Tras una noche de insomnio, dio la bienvenida al nuevo día sentada en el sillón de su biblioteca. Eran cerca de las ocho de la mañana. Miró varias veces el reloj y calculó el tiempo que quedaba hasta la puesta de sol. Ya hacía algunos días que había comenzado el horario de invierno y la oscuridad llegaba demasiado pronto. Aún así, todavía tenía margen para seguir leyendo. Dentro de un rato me iré a la cama—dijo, pensando en alto—. En aquel instante, las líneas del libro que sujetaban sus manos y devoraban sus ojos eran lo único que merecía su atención.
Aunque no
había cedido al sueño, sí vestía su pijama a rayas. Enfundárselo cada noche,
era todo un ritual; uno más de los muchos que realizaba de forma metódica a lo
largo del día. Podría haberlo echado a lavar, tenía manchas de café en una de
las mangas, pero había decidido que de momento podía pasar. Paró unos segundos
la lectura y observó la habitación. Miró a su alrededor, estaba sentada justo
en el centro, bajo la luz de un flexo metálico de pie que había heredado de su
abuelo paterno.
Al inicio de
la tarde, la estancia mostraba un aspecto un tanto desértico; estaba pintada de
un blanco impoluto, como el de las cortinas que adornaban las ventanas. No
tenía muebles, pero sí estanterías kilométricas que ocupaban las paredes y su
sillón preferido. Un sillón bajo, de oreja, tapizado en verde y muy cómodo, que
le había acompañado allá donde había vivido desde que comenzó a estudiar en la
universidad. El butacón compartía espacio, sobre la tarima, con varias docenas
de cajas de cartón que custodiaban su "tesoro familiar". Sí, así le gustaba
llamarlo.
No se había
casado, ni tenía pareja estable, pero lo que contenían aquellas cajas perfectamente
ordenadas, era el ajuar que su padre, poco a poco, había ido reuniendo para ella.
Tenía el ajuar más valioso del universo y le encantaba enseñárselo a las
visitas.
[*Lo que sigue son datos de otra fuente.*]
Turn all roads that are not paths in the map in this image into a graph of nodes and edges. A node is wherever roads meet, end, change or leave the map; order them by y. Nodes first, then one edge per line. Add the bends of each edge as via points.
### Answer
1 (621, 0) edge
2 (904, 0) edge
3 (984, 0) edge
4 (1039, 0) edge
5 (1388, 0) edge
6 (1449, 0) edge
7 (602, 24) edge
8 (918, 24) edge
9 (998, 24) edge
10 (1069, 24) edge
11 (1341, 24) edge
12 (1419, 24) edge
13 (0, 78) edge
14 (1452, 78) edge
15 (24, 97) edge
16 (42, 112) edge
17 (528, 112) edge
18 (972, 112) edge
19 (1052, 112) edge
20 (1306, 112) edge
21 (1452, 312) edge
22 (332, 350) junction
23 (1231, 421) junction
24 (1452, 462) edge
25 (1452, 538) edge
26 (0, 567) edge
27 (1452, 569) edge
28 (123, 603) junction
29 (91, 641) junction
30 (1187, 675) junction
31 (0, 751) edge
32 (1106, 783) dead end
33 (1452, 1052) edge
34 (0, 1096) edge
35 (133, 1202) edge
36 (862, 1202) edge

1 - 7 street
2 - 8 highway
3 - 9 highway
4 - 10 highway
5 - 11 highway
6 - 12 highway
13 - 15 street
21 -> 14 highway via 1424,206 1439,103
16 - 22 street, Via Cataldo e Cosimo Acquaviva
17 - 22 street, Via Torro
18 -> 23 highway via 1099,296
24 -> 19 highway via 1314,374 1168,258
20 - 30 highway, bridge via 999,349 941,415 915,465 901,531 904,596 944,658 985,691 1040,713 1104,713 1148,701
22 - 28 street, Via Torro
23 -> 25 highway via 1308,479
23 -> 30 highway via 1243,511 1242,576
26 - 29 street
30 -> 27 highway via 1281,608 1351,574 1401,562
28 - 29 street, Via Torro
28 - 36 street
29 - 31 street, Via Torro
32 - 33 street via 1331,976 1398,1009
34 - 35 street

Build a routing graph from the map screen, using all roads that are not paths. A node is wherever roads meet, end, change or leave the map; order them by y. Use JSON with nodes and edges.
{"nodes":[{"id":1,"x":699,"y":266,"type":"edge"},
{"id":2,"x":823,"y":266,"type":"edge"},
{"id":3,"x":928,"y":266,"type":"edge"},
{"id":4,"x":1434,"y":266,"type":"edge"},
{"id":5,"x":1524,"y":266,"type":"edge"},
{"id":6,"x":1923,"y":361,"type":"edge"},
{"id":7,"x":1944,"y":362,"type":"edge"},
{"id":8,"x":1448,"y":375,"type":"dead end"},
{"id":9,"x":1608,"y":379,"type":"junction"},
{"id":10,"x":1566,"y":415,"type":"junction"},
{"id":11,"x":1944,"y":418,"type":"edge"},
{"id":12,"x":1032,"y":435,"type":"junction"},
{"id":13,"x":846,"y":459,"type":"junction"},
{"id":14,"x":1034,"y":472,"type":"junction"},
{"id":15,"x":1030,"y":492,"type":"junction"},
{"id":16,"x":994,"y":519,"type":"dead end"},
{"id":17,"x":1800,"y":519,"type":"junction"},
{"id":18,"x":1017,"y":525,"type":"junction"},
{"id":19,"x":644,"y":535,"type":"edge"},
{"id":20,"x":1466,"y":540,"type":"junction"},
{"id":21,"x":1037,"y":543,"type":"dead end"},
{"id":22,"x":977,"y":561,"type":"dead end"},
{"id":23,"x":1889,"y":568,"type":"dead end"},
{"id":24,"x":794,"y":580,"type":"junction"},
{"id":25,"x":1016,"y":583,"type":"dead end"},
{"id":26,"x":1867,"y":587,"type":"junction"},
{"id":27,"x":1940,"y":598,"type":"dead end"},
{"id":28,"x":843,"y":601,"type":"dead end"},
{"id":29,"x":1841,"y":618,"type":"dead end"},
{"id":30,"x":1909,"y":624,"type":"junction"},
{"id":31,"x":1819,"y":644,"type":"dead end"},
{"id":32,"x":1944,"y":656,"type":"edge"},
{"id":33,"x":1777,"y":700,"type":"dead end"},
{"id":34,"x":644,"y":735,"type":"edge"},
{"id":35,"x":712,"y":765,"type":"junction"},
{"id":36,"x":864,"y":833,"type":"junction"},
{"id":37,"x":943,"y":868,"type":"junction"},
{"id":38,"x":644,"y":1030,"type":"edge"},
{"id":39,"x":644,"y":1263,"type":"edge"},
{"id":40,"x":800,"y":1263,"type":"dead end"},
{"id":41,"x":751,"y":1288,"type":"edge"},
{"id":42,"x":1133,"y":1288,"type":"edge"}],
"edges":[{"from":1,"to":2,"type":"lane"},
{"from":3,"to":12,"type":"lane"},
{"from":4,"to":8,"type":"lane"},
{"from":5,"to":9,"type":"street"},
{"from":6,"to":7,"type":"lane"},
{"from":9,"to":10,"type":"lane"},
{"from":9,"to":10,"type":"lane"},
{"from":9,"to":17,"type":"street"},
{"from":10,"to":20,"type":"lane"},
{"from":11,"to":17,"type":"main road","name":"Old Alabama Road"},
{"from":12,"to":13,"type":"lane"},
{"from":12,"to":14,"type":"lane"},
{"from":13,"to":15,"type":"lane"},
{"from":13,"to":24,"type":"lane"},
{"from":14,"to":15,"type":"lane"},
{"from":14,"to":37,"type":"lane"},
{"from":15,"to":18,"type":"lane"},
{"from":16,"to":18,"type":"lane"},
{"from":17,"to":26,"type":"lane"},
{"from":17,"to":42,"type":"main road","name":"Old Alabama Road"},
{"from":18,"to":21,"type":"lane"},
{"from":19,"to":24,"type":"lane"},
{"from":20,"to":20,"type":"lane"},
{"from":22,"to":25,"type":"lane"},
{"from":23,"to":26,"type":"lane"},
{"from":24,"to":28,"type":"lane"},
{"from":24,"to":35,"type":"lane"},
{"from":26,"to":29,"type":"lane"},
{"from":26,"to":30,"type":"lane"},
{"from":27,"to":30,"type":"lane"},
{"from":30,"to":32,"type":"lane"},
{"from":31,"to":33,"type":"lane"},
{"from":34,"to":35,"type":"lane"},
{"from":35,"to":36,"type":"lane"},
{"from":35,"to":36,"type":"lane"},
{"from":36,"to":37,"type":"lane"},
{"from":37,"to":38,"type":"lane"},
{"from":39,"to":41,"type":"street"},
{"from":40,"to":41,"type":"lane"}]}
Muchos de aquellos libros eran el fruto de años enteros, de decenas de
visitas al quiosco del barrio para comprar el dominical, junto a una nueva entrega de la colección que
tocaba ese semestre.
Tras
comprobar lo que había escrito en las pegatinas pegadas en los laterales,
comenzó a abrirlas y los libros, los cientos de libros que contenían, la
saludaron con sus lomos. Fue sacándolos uno a uno, con mucha delicadeza;
después los agrupó y los fue colocando en el espacio que tenían reservado. Así,
los estantes se fueron rellenando por temáticas. Pasaron varias horas. Sacaba y
colocaba, sacaba y colocaba; hasta que aquel desierto se transformó en oasis.
Cuando por fin las estanterías estuvieron repletas, llegó el momento de
realizar otro de sus rituales: observó aquella maravillosa colección, su tesoro
familiar, y eligió una de sus joyas, una entre cientos.
Se tomó
tiempo en la decisión. Primero repasó los títulos del sector derecho, donde
había colocado la novela negra y de aventuras. Después, los estantes centrales
que contenían obras clásicas de la literatura universal. Finalmente, se detuvo
en las baldas más pegadas al suelo, donde se reunían sus autores preferidos;
estaban separadas del resto, en el lado izquierdo de la estantería. Tras meditar
unos minutos, se decantó por Balzac, por "Ilusiones perdidas". Era lo
que necesitaba leer en aquel momento y no puso ningún tipo de resistencia para
dejarse secuestrar por aquella historia.
No todo el
mundo entiende la lucha a la que tienen que enfrentarse algunas personas para
hacerse un hueco en su profesión. La de Claudia, muy vinculada con ese libro de Balzac, era una auténtica carrera de obstáculos. Con la última, la que le había llevado hasta
aquel apartamento, ya eran tres las rupturas que sumaba su registro sentimental
por el mismo motivo. ¿Por qué seguía habiendo personas que no respetan los
sueños del otro? Su abuelo se lo había
explicado en varias ocasiones. La primera, cuando decidió romper con su novio
del instituto, poco antes de marcharse a la Universidad. —Está claro, pequeña—le dijo, acariciando su mejilla . Ese chico, como otros muchos que irán apareciendo en tu vida, no ha leído
o no quiere entender la fábula del águila y el halcón. Y tú, cariño, eres un halcón muy vigoroso que quiere volar y volar. Vuelas muy bien, pero según vayan pasando los años lo harás mejor y mejor. El secreto está en no permitir que nada ponga frenos a tu particular vuelo.